O protocolo da entrevista explica o seu enquadramento dentro do processo da recolha de dados, como segundo momento desse processo, indica os procedimentos e explicita como objectivo: clarificar e aprofundar aspectos referidos no primeiro momento da recolha de dados.

O guião da entrevista (Anexo 3) consta de duas partes: na primeira, comum aos quinze sujeitos, procura-se, através de quatro perguntas abertas, obter dados sobre como os sujeitos vêem a situação linguística cabo-verdiana actual e futura; as implicações dessa situação na sua história de vida, na aprendizagem escolar e na sua acção como docentes; a segunda parte da entrevista é específica de cada sujeito, já que visa clarificar, desenvolver e aprofundar aspectos do questionário preenchido no primeiro momento, em função da natureza das respostas dadas por cada um dos sujeitos. Para além disso, tendo em conta que a amostra integrava sujeitos com LM diferentes, foi feita uma adaptação no guião, para espelhar essa diferença. Para além de proporcionar a reflexão sobre ideias, opiniões e noções relacionadas com o objecto de estudo, como bilinguismo e diglossia, contacto de línguas, transferência, norma, entre outras, as entrevistas permitiram nova imersão no mundo dos sujeitos, na retoma de episódios relatados no questionário, não com o objectivo de compreender os sujeitos em profundidade, mas sim de extrair, das suas

experiências, informações que ajudassem a compreender as suas representações das línguas cabo-verdiana e portuguesa, da natureza da relação que mantêm entre si, através do acesso aos sentidos que os próprios sujeitos atribuem aos acontecimentos narrados.
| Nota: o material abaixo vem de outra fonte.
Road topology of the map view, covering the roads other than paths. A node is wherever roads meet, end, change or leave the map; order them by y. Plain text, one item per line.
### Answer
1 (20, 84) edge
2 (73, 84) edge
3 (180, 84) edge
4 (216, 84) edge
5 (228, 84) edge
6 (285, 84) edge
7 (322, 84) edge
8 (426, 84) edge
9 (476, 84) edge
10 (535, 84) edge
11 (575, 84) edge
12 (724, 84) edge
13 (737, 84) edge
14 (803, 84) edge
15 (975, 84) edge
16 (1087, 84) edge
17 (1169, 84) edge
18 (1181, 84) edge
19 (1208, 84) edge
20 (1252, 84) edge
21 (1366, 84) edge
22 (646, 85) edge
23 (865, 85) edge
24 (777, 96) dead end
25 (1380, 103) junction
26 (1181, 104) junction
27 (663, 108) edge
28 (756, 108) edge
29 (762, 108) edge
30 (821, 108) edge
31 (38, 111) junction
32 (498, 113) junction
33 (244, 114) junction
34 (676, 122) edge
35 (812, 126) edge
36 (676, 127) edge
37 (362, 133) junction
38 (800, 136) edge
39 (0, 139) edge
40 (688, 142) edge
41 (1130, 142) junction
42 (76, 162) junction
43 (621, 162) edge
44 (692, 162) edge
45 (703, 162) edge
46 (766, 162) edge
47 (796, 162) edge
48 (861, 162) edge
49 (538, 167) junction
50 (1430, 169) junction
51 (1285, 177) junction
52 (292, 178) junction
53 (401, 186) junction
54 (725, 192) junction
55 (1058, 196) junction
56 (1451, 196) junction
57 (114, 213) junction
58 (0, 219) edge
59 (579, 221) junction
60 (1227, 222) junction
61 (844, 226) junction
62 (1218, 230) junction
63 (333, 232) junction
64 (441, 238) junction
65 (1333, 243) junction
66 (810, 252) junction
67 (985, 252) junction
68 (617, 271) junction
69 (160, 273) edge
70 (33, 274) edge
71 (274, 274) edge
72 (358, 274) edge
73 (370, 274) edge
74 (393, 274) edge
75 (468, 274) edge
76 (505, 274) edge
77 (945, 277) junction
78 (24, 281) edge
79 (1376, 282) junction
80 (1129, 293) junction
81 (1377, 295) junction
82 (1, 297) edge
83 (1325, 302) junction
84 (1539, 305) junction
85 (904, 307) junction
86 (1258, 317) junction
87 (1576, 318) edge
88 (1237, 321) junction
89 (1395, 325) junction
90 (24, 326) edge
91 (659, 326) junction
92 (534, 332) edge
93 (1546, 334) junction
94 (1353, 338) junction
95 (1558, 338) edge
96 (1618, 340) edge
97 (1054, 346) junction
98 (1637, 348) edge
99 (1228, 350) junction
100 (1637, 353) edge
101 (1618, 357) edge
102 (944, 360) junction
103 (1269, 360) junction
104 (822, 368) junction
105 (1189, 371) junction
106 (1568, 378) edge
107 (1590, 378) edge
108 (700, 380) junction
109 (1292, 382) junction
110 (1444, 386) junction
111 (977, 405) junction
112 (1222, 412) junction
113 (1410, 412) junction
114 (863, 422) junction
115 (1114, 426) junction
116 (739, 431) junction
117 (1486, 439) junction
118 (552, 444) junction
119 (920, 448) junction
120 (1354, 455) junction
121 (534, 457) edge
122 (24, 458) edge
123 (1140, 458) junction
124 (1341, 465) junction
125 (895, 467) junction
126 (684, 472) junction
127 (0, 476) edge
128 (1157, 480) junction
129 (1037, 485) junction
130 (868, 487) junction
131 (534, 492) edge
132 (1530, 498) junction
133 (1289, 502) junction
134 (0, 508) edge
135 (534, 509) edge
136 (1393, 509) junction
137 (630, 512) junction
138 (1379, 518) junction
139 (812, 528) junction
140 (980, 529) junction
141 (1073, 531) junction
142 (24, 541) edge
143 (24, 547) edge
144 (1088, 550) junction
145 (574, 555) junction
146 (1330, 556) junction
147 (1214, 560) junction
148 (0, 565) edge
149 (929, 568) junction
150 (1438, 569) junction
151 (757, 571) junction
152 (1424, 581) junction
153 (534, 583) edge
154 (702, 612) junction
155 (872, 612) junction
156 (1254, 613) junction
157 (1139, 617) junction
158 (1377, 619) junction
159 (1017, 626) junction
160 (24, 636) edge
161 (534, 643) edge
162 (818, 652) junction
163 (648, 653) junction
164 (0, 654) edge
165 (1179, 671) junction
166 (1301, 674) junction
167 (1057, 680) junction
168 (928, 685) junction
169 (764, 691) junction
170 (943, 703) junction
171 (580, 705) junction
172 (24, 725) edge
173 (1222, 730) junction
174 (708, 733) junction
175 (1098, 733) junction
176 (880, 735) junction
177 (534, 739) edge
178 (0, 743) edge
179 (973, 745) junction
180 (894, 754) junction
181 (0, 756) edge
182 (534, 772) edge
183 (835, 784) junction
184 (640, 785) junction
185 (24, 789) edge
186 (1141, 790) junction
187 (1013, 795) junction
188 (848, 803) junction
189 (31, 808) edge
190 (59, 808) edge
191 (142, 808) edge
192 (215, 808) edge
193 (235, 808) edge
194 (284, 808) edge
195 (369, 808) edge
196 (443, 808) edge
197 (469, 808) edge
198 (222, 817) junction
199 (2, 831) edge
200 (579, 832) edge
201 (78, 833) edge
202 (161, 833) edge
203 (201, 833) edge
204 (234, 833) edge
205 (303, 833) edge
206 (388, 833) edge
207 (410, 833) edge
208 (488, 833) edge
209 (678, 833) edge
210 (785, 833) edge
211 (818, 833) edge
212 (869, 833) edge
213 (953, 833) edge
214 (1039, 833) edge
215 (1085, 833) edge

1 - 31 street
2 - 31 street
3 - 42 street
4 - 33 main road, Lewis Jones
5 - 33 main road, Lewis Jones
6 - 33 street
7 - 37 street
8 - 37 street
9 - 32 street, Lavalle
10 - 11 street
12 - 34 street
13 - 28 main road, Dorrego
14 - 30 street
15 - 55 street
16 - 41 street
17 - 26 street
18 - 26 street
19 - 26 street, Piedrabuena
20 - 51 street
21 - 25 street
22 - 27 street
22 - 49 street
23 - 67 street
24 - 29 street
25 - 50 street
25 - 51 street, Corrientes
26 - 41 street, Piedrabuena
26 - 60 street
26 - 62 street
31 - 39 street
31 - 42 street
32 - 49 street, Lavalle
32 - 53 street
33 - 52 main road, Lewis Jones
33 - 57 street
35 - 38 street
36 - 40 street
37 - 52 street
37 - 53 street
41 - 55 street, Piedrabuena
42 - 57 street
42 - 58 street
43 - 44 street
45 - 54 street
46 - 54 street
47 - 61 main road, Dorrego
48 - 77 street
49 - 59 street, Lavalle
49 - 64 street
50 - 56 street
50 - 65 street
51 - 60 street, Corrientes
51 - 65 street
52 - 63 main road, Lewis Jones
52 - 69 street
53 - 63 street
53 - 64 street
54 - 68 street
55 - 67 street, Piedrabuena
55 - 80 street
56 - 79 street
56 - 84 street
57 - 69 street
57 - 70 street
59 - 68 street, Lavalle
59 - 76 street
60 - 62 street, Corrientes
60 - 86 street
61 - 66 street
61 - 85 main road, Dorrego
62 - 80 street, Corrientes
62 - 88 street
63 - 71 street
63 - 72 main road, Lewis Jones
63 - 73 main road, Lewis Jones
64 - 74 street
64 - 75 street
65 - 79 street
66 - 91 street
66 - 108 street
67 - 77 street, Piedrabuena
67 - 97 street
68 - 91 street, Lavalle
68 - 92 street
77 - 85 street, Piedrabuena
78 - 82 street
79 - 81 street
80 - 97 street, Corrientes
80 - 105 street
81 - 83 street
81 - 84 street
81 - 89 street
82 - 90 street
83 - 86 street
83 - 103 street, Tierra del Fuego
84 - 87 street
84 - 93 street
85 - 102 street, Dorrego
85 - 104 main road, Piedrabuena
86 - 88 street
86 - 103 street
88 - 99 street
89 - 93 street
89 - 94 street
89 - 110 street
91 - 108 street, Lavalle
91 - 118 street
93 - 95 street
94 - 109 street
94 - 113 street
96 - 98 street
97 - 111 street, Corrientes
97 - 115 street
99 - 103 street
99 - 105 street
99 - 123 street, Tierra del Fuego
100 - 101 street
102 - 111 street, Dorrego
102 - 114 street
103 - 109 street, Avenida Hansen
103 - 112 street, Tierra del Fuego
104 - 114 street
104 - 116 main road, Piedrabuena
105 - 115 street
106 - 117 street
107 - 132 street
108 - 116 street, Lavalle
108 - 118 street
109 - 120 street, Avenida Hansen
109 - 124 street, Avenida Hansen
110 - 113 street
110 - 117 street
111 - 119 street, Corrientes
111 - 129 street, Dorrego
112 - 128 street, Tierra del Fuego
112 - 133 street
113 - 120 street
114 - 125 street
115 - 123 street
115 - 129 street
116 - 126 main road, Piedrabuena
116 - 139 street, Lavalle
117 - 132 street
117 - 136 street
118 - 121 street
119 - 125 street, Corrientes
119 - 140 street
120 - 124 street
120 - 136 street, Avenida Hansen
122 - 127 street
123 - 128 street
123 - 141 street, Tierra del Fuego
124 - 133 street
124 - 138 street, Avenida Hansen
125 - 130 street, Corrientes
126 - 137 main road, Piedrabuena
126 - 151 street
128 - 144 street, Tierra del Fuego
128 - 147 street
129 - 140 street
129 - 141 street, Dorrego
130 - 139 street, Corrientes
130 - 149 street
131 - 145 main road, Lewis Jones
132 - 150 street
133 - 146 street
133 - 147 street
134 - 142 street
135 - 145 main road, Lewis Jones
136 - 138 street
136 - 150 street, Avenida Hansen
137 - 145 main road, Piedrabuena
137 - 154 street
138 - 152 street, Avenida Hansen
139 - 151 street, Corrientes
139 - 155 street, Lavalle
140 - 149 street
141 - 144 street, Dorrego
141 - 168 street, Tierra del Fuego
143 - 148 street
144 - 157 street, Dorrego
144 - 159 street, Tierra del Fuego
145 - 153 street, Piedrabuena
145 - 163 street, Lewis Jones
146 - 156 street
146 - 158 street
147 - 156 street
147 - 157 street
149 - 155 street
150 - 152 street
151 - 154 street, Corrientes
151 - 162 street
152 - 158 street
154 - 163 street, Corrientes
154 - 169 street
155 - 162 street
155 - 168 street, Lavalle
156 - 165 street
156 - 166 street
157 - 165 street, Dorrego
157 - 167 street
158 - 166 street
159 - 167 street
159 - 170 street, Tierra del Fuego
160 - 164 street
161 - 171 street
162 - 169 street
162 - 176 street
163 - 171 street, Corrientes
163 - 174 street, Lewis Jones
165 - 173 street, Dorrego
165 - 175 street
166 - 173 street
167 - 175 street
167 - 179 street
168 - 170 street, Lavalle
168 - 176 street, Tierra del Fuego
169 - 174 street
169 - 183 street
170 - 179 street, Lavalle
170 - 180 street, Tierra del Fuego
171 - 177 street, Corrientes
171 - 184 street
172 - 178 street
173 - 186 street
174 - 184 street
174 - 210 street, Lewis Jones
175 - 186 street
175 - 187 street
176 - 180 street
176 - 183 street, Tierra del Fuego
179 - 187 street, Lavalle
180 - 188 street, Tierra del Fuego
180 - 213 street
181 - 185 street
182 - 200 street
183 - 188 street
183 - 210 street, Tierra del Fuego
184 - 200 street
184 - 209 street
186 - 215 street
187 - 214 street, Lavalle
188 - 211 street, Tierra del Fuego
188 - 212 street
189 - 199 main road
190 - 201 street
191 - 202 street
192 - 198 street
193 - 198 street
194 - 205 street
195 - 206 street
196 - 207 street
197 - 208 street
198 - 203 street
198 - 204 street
O guião serviu apenas para assegurar a linha temática acordada, não tendo havido a intenção expressa de orientar a entrevista pela sequência das questões nele contidas, embora em algumas entrevistas isso se tenha verificado, assim como noutras, a conversa ter-se-á desenvolvido de forma bastante “leve”, notando-se reformulações, adaptações no enunciado de algumas questões, em sintonia com as condições do contexto. Tratou-se, efectivamente, de “interrogar o discurso”, não somente porque ele é revelador, primeiro, das representações mas também porque é o lugar de expressão delas, tanto quanto as outras práticas sociais do sujeito.

As entrevistas foram realizadas no ISE, a maior parte, durante a segunda quinzena de Março de 2008. Tendo sido previamente acordada a duração de 20 a 30 minutos, algumas, por inexperiência da pesquisadora, ultrapassaram largamente esse tempo, chegando mesmo ao dobro do tempo. O prolongamento das entrevistas deveu-se também à dinâmica que a conversa ganhou, ao interesse que os temas foram avivando. Em consequência disso, as entrevistas transcritas ocupam mais de uma centena de páginas de texto dactilografado, em formato A4.